I am almost certain that the same person keeps calling me and changing their name to disguise themself. And everytime they call they want to know about foreclosures. They want the awesome house, in a awesome neighborhood, and they want it for half of what it is listed for, and it better darn well be in great condition too! Its bank owned they say, and the bank doesn't want to hold property, they want to liquidate so they don't have to manage it. I try to explain that in our market in South Dakota we have a considerably lower amont of foreclosures then other markets. http://realestate.msn.com/article.aspx?cp-documentid=13107814
But this person wants to buy a foreclosure even after the facts are presented. But did you know Mr./Mrs. Buyer that there are some definate drawbacks to buying a foreclosure?Here are some things to keep in mind.
1. Buy a foreclosure and you may have to evict the occupants...this does not happen in all situations but can get really nasty if it does. Would you have the heart to throw a family with kids out on their keister?
2. Everyone has it in their head that they will get an awesome buy if they buy a foreclosure, but this is not always true. A fire sale always brings out bidders and if you have alot of bidders you have alot of competition. More competition equals higher prices.
3. Foreclosure auctions take this competition to the next level and put some urgency to it. Who hasn't been to an auction and gotten a little out of control with their bidding. The next thing you know you have bought a house for over its market value.
4. With sometimes no time to do research you are buying a house as is. What this means is you could be buying a house with outstanding taxes due or no home inspection. And if you're the winning bidder, it's yours -- there's no going back.

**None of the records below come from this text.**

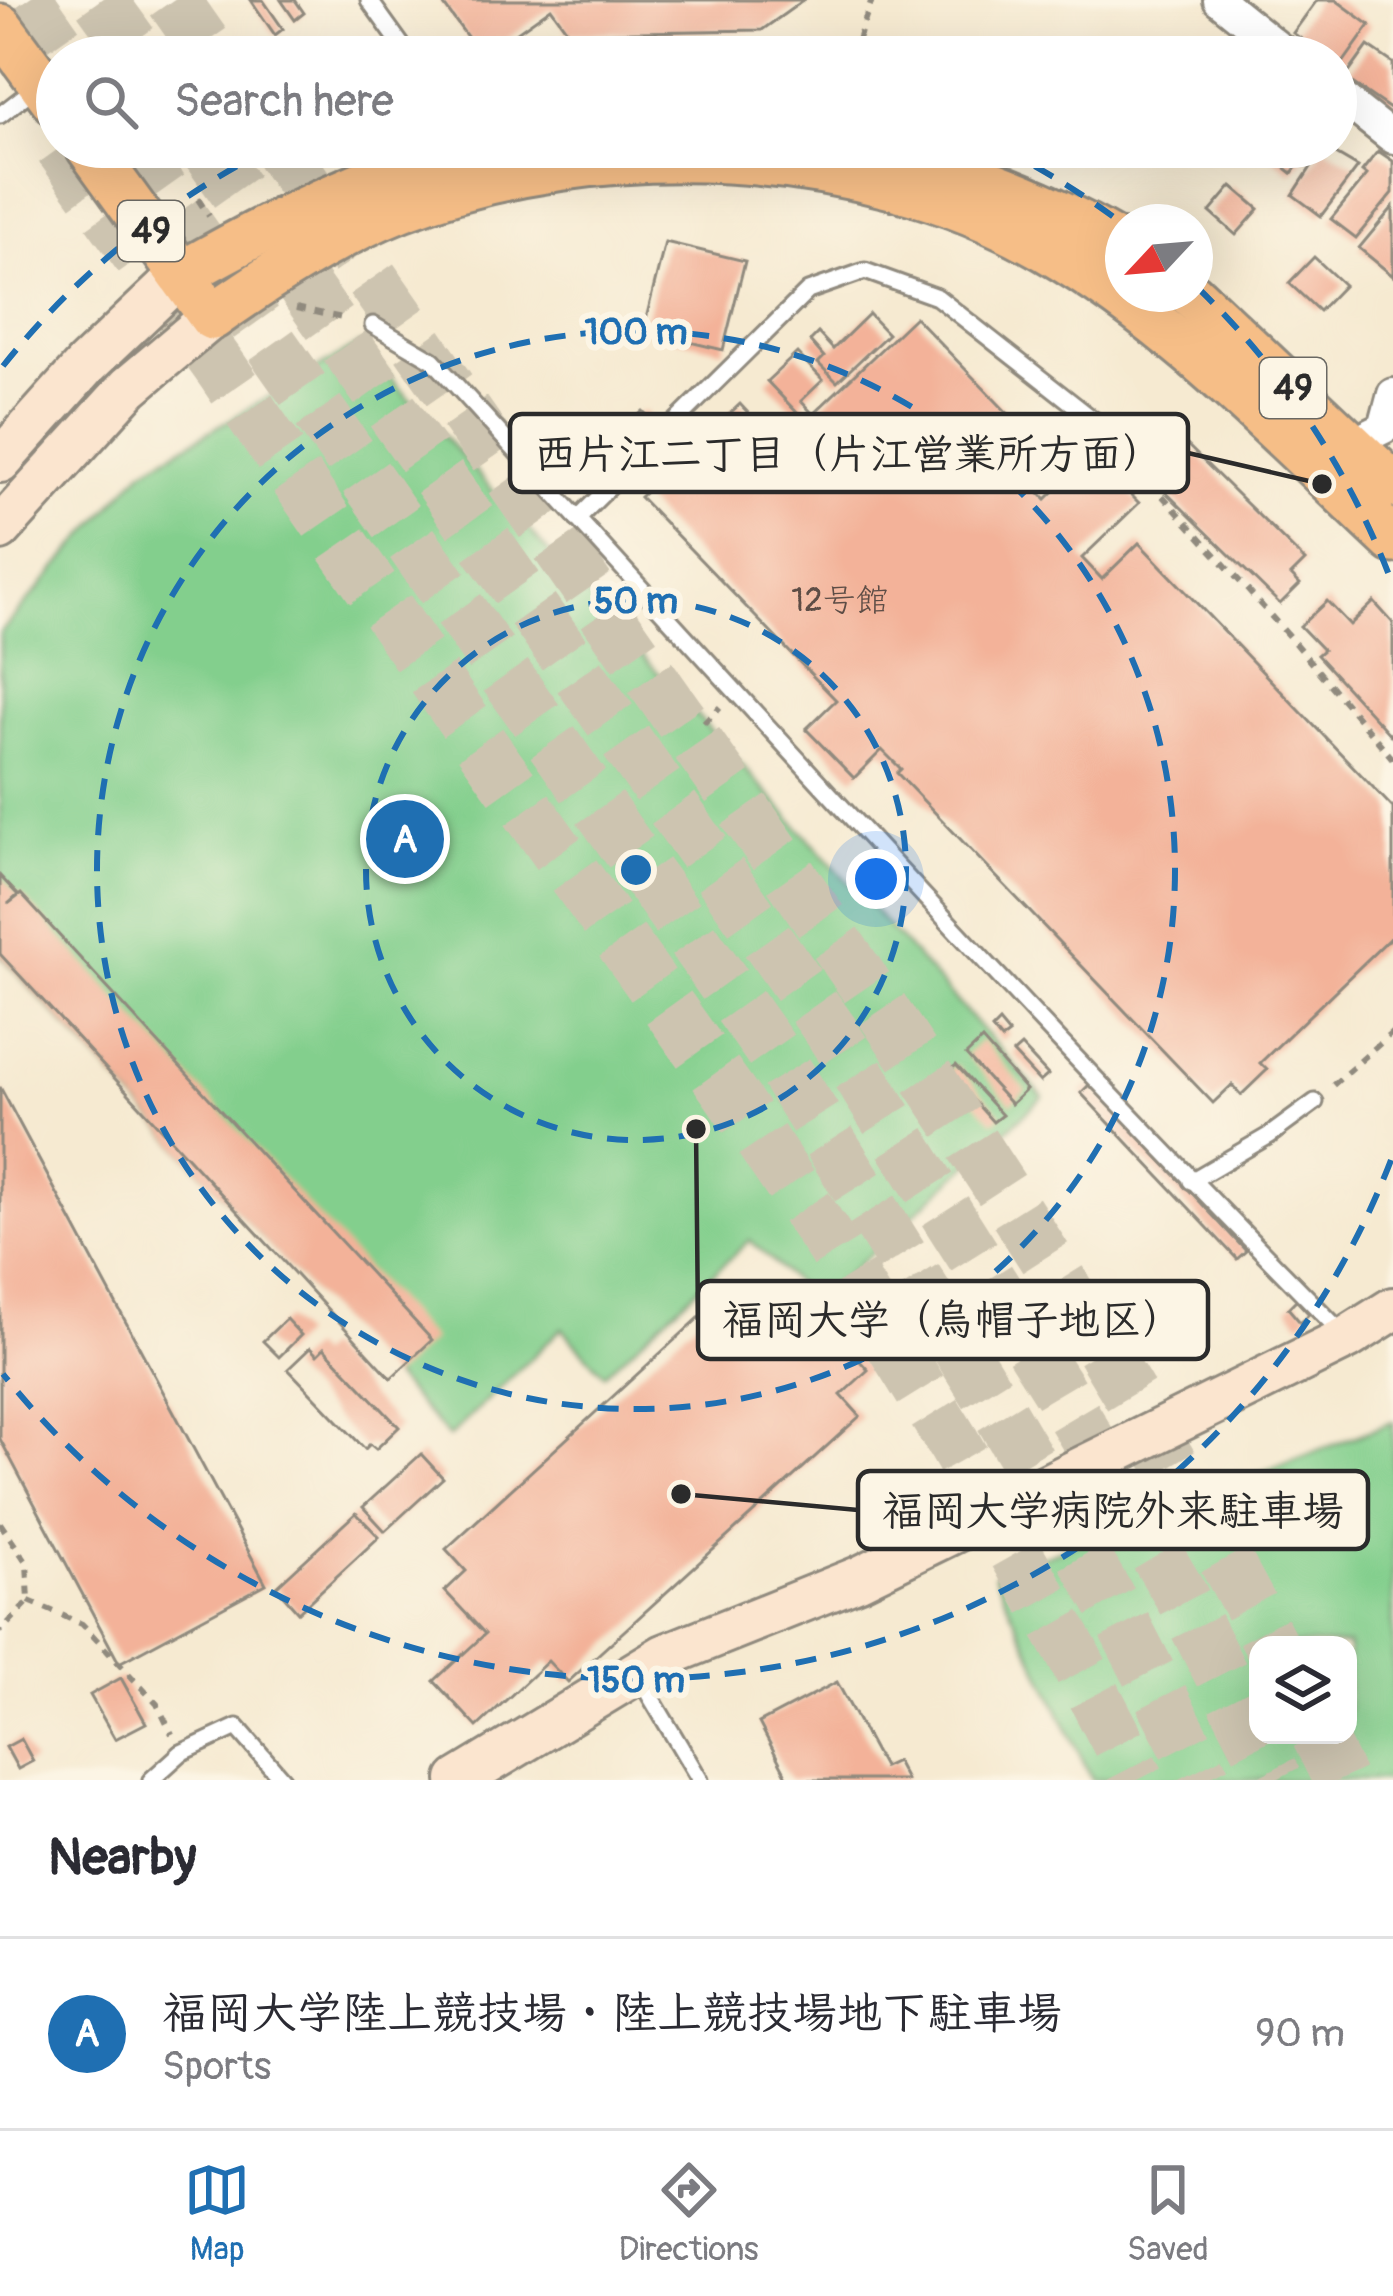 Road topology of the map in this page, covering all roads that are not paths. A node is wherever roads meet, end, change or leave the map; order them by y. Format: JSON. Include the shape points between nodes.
{"nodes":[{"id":1,"x":369,"y":0,"type":"edge"},
{"id":2,"x":1240,"y":6,"type":"edge"},
{"id":3,"x":0,"y":27,"type":"edge"},
{"id":4,"x":395,"y":36,"type":"edge"},
{"id":5,"x":1269,"y":36,"type":"edge"},
{"id":6,"x":36,"y":75,"type":"edge"},
{"id":7,"x":36,"y":99,"type":"edge"},
{"id":8,"x":1357,"y":110,"type":"edge"},
{"id":9,"x":0,"y":115,"type":"edge"},
{"id":10,"x":1393,"y":138,"type":"edge"},
{"id":11,"x":104,"y":168,"type":"edge"},
{"id":12,"x":402,"y":168,"type":"edge"},
{"id":13,"x":560,"y":168,"type":"edge"},
{"id":14,"x":796,"y":168,"type":"edge"},
{"id":15,"x":943,"y":168,"type":"edge"},
{"id":16,"x":1105,"y":236,"type":"edge"},
{"id":17,"x":182,"y":274,"type":"junction"},
{"id":18,"x":1210,"y":312,"type":"edge"},
{"id":19,"x":212,"y":317,"type":"junction"},
{"id":20,"x":374,"y":326,"type":"road end"},
{"id":21,"x":1393,"y":394,"type":"edge"},
{"id":22,"x":1100,"y":425,"type":"road end"},
{"id":23,"x":1352,"y":445,"type":"junction"},
{"id":24,"x":0,"y":461,"type":"edge"},
{"id":25,"x":1393,"y":485,"type":"edge"},
{"id":26,"x":578,"y":519,"type":"junction"},
{"id":27,"x":0,"y":529,"type":"edge"},
{"id":28,"x":1393,"y":540,"type":"edge"},
{"id":29,"x":1315,"y":1102,"type":"road end"},
{"id":30,"x":1191,"y":1181,"type":"junction"},
{"id":31,"x":1393,"y":1309,"type":"edge"},
{"id":32,"x":1347,"y":1338,"type":"junction"},
{"id":33,"x":637,"y":1673,"type":"junction"},
{"id":34,"x":151,"y":1780,"type":"edge"},
{"id":35,"x":283,"y":1780,"type":"edge"},
{"id":36,"x":459,"y":1780,"type":"edge"},
{"id":37,"x":700,"y":1780,"type":"edge"}],
"edges":[{"from":1,"to":4,"type":"lane"},
{"from":2,"to":5,"type":"street"},
{"from":3,"to":6,"type":"main road"},
{"from":7,"to":9,"type":"lane"},
{"from":8,"to":10,"type":"street"},
{"from":11,"to":17,"type":"main road","number":"49"},
{"from":12,"to":17,"type":"main road","number":"49"},
{"from":13,"to":19,"type":"main road","number":"49","via":[[422,202],[342,235]]},
{"from":14,"to":28,"type":"main road","number":"49","via":[[958,208],[1045,248],[1161,327]]},
{"from":15,"to":16,"type":"main road"},
{"from":17,"to":19,"type":"main road","number":"49"},
{"from":17,"to":24,"type":"street"},
{"from":18,"to":23,"type":"main road","number":"49"},
{"from":19,"to":27,"type":"street","via":[[129,387]]},
{"from":20,"to":26,"type":"lane","via":[[433,360]]},
{"from":21,"to":23,"type":"street","via":[[1384,428]]},
{"from":22,"to":26,"type":"lane","via":[[937,297],[865,272],[808,292]]},
{"from":23,"to":25,"type":"main road","number":"49"},
{"from":26,"to":30,"type":"lane"},
{"from":29,"to":30,"type":"lane"},
{"from":30,"to":32,"type":"lane"},
{"from":31,"to":32,"type":"street"},
{"from":32,"to":33,"type":"street","via":[[859,1578]]},
{"from":33,"to":36,"type":"street"},
{"from":33,"to":37,"type":"lane"},
{"from":34,"to":35,"type":"lane","via":[[181,1754],[237,1726]]}]} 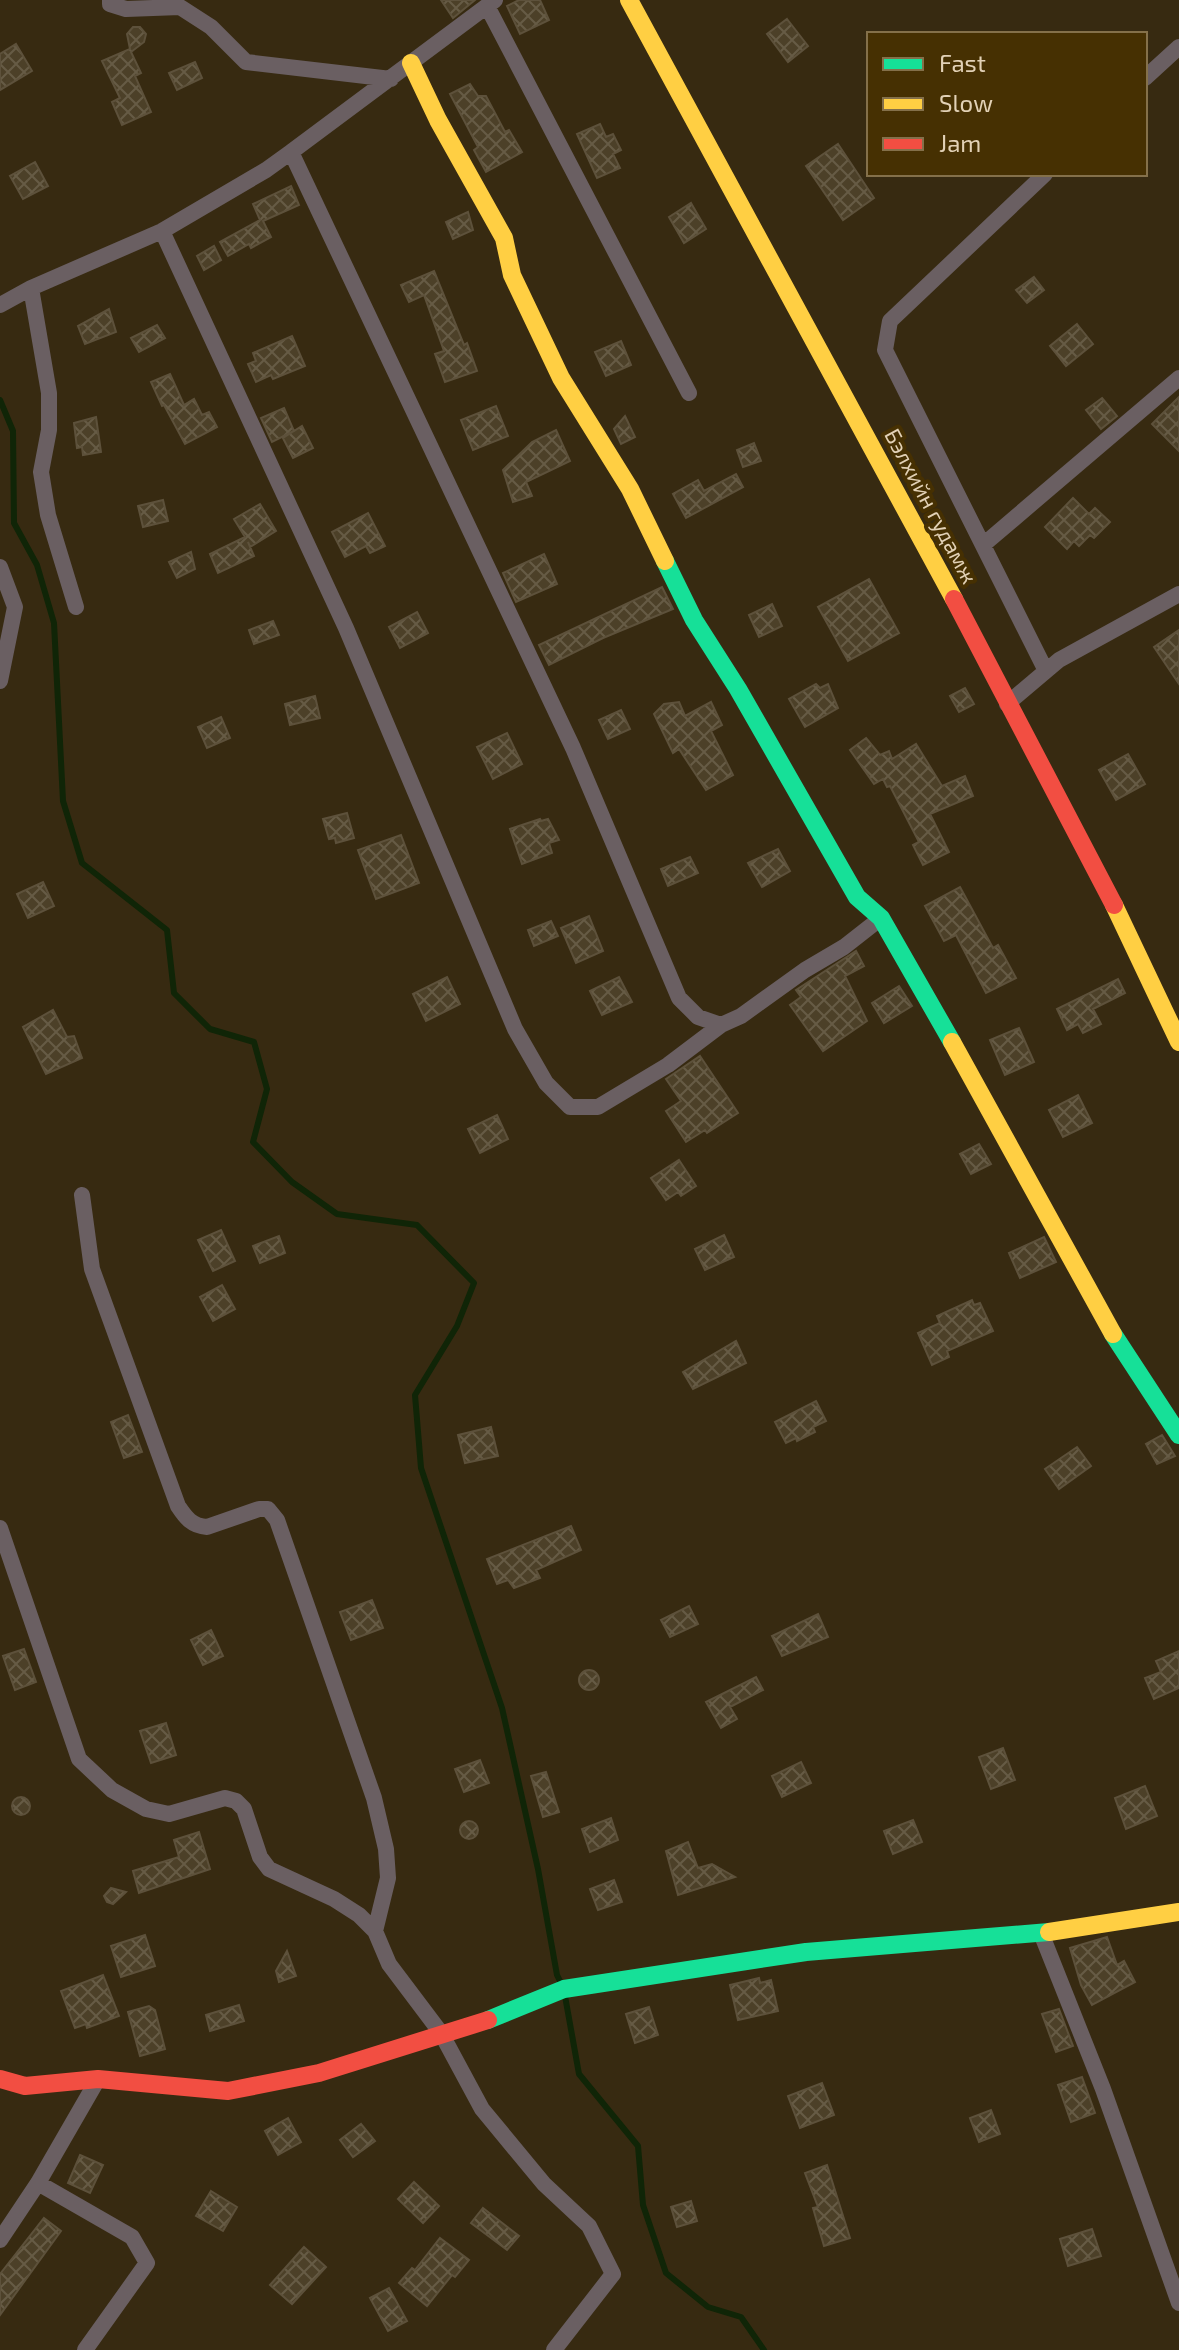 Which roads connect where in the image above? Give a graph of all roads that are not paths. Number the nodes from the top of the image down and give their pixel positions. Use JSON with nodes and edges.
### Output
{"nodes":[{"id":1,"x":110,"y":0,"type":"edge"},
{"id":2,"x":629,"y":0,"type":"edge"},
{"id":3,"x":491,"y":3,"type":"edge"},
{"id":4,"x":1179,"y":47,"type":"edge"},
{"id":5,"x":411,"y":63,"type":"junction"},
{"id":6,"x":1147,"y":76,"type":"edge"},
{"id":7,"x":391,"y":79,"type":"junction"},
{"id":8,"x":291,"y":152,"type":"junction"},
{"id":9,"x":1043,"y":176,"type":"edge"},
{"id":10,"x":162,"y":231,"type":"junction"},
{"id":11,"x":31,"y":288,"type":"junction"},
{"id":12,"x":0,"y":305,"type":"edge"},
{"id":13,"x":1179,"y":378,"type":"edge"},
{"id":14,"x":689,"y":393,"type":"dead end"},
{"id":15,"x":983,"y":545,"type":"junction"},
{"id":16,"x":0,"y":567,"type":"edge"},
{"id":17,"x":1179,"y":594,"type":"edge"},
{"id":18,"x":76,"y":607,"type":"dead end"},
{"id":19,"x":1046,"y":671,"type":"junction"},
{"id":20,"x":0,"y":681,"type":"edge"},
{"id":21,"x":1007,"y":704,"type":"junction"},
{"id":22,"x":881,"y":918,"type":"junction"},
{"id":23,"x":721,"y":1025,"type":"junction"},
{"id":24,"x":1179,"y":1042,"type":"edge"},
{"id":25,"x":82,"y":1195,"type":"dead end"},
{"id":26,"x":1179,"y":1435,"type":"edge"},
{"id":27,"x":0,"y":1528,"type":"edge"},
{"id":28,"x":1179,"y":1912,"type":"edge"},
{"id":29,"x":375,"y":1931,"type":"junction"},
{"id":30,"x":1041,"y":1933,"type":"junction"},
{"id":31,"x":441,"y":2033,"type":"junction"},
{"id":32,"x":0,"y":2079,"type":"edge"},
{"id":33,"x":98,"y":2079,"type":"junction"},
{"id":34,"x":38,"y":2183,"type":"junction"},
{"id":35,"x":0,"y":2240,"type":"edge"},
{"id":36,"x":1179,"y":2303,"type":"edge"},
{"id":37,"x":85,"y":2350,"type":"edge"},
{"id":38,"x":554,"y":2350,"type":"edge"}],
"edges":[{"from":1,"to":7,"type":"street"},
{"from":2,"to":21,"type":"street","name":"Бэлхийн гудамж"},
{"from":3,"to":5,"type":"street"},
{"from":3,"to":14,"type":"street"},
{"from":4,"to":6,"type":"street"},
{"from":5,"to":7,"type":"street"},
{"from":5,"to":22,"type":"street"},
{"from":7,"to":8,"type":"street"},
{"from":8,"to":10,"type":"street"},
{"from":8,"to":23,"type":"street"},
{"from":9,"to":15,"type":"street"},
{"from":10,"to":11,"type":"street"},
{"from":10,"to":23,"type":"street"},
{"from":11,"to":12,"type":"street"},
{"from":11,"to":18,"type":"street"},
{"from":13,"to":15,"type":"street"},
{"from":15,"to":19,"type":"street"},
{"from":16,"to":20,"type":"street"},
{"from":17,"to":19,"type":"street"},
{"from":19,"to":21,"type":"street"},
{"from":21,"to":24,"type":"street","name":"Бэлхийн гудамж"},
{"from":22,"to":23,"type":"street"},
{"from":22,"to":26,"type":"street"},
{"from":25,"to":29,"type":"street"},
{"from":27,"to":29,"type":"street"},
{"from":28,"to":30,"type":"street"},
{"from":29,"to":31,"type":"street"},
{"from":30,"to":31,"type":"street"},
{"from":30,"to":36,"type":"street"},
{"from":31,"to":33,"type":"street"},
{"from":31,"to":38,"type":"street"},
{"from":32,"to":33,"type":"street"},
{"from":33,"to":34,"type":"street"},
{"from":34,"to":35,"type":"street"},
{"from":34,"to":37,"type":"street"}]}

5. Profits from flipping can be way slimmer then estimated. If you fix a foreclosure up you need to realize the road to foreclosure has been longer then the foreclosure proceedings. Homeowners that face foreclosure have been short of money generally for some time and do not do routine maintenance in many cases. The cost to reverse this and then the cost of selling the property and holding it until sale can make flipping a foreclosure not worth the trouble.
6. Financing a foreclosure can get a little complicated. Down payments are usually due the day of sale with financing due generally within 24hours. Traditional lenders take considerably longer to do a loan then you have with a foreclosure so they are generally not an option.
7. If you didn't do your homework you could even be paying off a second mortgage when there is still a first mortgage still out on the property. It is very important that you do a title search on a foreclosure to ensure that there are no liens, mortgages or clouds on the title that would affect its transferability.
8. Due to a limited time frame it is difficult to get estimates on repairs needed to flip the foreclosure. Time is also tight to get inspections to determine condition of unknown defects as well.
9. Foreclosure properties can be stripped of appliances, light fixtures, cabinets, flooring....if it can be pryed up or disconnected it is fair game.
10. Vacant houses are more likely to have issues with mold, mildew, broken pipes, water damage, and roof leakage among other things.....and remember you are buying AS IS.
So while you may be able to buy a home a little bit cheaper you also may be buying a nightmare and lose your shirt in the process. So is it worth it to you....considering that the foreclosures bring down property values all around them. Bring down values on homes say that are up for sale due to relocation. Bring down values on homes that have been lovingly cared for and occupied. I guess my point is you need to evaluate if the saving is worth it considering the risks involved. Also I want to emphasize that if you do buy a foreclosure do it through a Realtor who is exerienced with the process.